== Work required ==
Give the total number of lines in the data below that include "Plaza", and nothing else.

Stored items:
== == ==

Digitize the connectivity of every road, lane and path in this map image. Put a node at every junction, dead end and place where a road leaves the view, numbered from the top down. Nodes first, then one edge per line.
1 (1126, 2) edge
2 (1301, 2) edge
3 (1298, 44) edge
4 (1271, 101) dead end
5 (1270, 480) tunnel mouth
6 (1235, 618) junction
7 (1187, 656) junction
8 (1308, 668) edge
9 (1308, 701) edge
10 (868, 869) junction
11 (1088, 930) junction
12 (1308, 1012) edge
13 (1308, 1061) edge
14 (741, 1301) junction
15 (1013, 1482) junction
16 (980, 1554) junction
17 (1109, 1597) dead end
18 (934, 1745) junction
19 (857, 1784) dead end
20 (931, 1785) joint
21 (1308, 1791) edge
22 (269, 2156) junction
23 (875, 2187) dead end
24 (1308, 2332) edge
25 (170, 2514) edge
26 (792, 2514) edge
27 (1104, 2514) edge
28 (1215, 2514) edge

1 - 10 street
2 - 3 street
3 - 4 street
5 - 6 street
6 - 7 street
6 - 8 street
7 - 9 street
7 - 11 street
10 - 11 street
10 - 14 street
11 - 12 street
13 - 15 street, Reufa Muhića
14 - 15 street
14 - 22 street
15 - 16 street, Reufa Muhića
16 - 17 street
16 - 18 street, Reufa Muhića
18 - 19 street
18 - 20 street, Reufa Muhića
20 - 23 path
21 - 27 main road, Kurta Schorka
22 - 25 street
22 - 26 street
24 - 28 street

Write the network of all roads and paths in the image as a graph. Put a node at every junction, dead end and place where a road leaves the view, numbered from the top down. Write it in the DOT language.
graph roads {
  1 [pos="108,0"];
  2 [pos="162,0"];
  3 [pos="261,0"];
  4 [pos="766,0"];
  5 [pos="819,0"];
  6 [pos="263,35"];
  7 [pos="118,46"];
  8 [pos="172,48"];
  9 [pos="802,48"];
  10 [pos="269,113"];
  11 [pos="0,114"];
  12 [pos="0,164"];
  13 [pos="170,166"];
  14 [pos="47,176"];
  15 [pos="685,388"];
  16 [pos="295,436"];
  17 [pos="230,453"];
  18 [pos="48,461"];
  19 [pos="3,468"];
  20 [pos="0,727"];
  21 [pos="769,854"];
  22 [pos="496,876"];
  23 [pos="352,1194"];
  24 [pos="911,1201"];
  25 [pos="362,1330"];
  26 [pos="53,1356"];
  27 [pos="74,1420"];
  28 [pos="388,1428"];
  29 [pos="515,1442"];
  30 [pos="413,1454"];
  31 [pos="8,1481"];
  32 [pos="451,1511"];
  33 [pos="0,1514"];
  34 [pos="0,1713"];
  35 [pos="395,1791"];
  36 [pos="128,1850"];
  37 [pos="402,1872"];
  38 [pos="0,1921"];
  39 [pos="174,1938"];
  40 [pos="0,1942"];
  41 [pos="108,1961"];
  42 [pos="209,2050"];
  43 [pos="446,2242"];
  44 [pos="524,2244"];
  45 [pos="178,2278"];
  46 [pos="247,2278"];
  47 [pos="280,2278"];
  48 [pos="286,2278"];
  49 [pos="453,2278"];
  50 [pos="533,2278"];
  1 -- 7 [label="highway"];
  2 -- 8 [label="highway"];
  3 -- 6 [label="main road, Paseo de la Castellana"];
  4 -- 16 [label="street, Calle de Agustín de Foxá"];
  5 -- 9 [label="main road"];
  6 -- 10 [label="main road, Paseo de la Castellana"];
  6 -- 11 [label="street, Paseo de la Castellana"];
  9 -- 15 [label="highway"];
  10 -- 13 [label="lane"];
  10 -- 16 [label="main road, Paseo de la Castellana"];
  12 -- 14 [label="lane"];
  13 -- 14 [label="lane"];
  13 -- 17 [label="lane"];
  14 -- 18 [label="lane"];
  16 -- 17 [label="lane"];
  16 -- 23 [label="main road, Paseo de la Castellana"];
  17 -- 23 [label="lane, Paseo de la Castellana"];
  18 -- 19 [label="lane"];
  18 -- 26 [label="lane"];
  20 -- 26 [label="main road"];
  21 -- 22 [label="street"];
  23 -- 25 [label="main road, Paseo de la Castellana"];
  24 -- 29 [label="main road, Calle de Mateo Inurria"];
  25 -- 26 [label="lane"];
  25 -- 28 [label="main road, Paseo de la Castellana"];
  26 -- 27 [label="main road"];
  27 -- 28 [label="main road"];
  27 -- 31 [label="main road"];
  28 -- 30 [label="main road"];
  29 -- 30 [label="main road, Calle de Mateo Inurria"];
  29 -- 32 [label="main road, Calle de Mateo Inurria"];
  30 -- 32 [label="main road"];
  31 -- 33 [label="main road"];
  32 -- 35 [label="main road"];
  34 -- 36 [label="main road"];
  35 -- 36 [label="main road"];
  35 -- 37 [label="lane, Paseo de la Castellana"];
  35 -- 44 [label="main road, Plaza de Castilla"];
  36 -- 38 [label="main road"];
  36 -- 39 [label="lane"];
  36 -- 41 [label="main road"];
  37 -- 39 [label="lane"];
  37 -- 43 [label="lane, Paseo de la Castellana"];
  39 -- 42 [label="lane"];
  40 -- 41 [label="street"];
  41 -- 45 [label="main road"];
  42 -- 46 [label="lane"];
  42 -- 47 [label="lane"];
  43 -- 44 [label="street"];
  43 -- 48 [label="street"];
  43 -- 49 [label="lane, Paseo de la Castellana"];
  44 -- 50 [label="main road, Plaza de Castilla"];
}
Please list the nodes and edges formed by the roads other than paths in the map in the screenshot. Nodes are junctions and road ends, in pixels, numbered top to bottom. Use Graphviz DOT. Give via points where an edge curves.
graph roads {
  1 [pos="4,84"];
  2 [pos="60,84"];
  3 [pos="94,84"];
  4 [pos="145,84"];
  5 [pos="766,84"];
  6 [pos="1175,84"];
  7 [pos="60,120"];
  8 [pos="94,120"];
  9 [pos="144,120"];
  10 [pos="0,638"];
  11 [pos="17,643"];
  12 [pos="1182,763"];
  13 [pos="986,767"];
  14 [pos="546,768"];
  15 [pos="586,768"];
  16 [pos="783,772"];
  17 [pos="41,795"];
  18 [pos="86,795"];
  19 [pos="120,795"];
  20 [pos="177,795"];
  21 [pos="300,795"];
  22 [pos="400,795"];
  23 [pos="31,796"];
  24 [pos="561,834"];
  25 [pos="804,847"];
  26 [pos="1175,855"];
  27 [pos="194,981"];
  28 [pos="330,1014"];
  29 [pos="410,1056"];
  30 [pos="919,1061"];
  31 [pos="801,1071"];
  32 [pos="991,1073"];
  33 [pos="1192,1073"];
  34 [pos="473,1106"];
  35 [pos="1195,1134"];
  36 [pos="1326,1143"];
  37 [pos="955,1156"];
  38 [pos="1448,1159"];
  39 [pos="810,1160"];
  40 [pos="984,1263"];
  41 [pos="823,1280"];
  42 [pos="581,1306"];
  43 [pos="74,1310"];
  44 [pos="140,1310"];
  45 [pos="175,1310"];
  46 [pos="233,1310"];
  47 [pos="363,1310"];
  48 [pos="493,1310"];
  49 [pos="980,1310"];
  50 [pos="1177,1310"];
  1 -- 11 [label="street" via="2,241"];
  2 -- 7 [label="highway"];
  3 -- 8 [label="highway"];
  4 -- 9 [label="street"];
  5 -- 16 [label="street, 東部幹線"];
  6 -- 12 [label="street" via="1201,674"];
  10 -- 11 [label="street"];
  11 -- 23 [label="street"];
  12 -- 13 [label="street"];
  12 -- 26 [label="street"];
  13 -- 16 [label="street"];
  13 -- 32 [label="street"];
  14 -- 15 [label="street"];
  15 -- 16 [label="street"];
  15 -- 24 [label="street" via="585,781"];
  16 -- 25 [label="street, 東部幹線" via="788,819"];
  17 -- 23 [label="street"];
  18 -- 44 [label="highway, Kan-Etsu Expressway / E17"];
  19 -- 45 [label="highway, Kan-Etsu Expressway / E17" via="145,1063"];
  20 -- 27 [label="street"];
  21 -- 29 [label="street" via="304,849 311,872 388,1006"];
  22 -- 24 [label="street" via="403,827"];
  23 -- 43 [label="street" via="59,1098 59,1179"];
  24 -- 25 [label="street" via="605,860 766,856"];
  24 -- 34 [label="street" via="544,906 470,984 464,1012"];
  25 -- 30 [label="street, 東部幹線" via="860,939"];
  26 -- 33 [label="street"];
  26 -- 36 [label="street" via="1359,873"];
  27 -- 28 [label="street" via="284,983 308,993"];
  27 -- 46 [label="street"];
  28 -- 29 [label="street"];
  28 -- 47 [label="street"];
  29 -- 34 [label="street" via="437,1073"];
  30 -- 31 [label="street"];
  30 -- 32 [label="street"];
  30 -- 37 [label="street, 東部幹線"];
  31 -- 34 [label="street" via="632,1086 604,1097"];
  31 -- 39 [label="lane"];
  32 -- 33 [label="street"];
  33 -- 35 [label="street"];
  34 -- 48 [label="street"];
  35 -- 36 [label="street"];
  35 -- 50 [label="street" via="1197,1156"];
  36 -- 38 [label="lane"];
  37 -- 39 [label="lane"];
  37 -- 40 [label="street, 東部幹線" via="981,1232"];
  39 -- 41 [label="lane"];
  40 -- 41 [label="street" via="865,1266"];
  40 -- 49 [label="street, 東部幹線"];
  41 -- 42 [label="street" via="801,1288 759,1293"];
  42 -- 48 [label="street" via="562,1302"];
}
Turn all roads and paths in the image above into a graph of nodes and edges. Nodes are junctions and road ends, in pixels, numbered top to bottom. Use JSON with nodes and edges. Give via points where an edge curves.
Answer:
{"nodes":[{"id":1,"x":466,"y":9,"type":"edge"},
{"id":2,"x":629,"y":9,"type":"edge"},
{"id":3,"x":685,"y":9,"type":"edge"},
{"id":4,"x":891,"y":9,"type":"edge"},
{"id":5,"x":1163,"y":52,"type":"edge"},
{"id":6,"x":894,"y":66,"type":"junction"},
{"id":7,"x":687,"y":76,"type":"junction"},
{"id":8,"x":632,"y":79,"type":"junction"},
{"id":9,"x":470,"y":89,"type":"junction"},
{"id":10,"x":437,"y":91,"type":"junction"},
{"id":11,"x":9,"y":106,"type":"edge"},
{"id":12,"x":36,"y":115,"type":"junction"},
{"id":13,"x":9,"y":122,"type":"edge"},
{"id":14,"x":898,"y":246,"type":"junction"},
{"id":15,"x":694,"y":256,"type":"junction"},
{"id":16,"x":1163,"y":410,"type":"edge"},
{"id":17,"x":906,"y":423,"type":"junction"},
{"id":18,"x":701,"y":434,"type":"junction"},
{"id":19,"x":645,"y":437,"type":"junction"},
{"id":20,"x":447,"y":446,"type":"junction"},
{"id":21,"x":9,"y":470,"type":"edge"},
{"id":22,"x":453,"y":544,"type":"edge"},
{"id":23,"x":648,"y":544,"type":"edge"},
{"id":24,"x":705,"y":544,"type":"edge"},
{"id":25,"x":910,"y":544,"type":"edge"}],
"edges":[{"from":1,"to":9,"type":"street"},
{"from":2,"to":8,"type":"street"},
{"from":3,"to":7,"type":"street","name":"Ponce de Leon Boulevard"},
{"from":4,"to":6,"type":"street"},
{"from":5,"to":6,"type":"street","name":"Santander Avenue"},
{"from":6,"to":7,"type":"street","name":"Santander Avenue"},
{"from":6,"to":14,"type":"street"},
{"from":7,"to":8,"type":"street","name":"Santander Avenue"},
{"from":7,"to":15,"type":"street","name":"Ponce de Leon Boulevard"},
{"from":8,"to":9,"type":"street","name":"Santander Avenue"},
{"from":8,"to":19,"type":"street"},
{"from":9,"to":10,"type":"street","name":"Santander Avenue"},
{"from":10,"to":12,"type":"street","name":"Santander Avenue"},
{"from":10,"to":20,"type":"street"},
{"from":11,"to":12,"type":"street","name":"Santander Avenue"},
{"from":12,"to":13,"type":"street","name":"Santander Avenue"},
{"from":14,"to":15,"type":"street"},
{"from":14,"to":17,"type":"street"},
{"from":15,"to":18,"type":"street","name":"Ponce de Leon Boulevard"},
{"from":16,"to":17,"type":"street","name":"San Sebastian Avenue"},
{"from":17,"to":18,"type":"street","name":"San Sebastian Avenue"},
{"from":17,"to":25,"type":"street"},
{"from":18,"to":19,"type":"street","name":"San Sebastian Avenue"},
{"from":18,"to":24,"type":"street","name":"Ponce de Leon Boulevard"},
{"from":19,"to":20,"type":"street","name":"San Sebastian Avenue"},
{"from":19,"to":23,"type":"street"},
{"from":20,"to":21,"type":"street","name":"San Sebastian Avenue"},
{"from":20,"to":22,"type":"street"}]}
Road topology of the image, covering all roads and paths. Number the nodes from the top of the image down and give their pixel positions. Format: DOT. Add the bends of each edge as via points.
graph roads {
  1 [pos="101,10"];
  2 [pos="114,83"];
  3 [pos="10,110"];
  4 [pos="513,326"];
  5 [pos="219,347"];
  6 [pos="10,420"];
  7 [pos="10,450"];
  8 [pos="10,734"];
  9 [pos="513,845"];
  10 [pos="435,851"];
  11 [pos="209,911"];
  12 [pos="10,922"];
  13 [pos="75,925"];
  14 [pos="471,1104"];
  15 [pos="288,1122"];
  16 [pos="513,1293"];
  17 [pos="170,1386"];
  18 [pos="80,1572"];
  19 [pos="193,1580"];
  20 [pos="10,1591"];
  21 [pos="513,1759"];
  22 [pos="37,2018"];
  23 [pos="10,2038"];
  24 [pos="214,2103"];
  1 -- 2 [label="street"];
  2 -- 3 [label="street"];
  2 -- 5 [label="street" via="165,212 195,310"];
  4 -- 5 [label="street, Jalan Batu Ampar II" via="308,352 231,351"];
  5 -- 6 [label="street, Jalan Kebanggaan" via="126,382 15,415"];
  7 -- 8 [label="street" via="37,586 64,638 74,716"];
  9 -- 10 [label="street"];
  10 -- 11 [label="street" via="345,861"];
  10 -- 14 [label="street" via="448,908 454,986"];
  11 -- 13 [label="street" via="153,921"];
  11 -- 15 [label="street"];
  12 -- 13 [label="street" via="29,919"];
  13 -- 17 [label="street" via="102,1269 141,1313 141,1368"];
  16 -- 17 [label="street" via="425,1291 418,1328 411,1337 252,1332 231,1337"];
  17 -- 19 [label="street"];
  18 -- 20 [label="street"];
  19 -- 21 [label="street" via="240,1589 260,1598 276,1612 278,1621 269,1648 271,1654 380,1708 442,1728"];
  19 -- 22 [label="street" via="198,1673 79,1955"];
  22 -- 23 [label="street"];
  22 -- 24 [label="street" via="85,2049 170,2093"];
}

== == ==

== Solution ==
2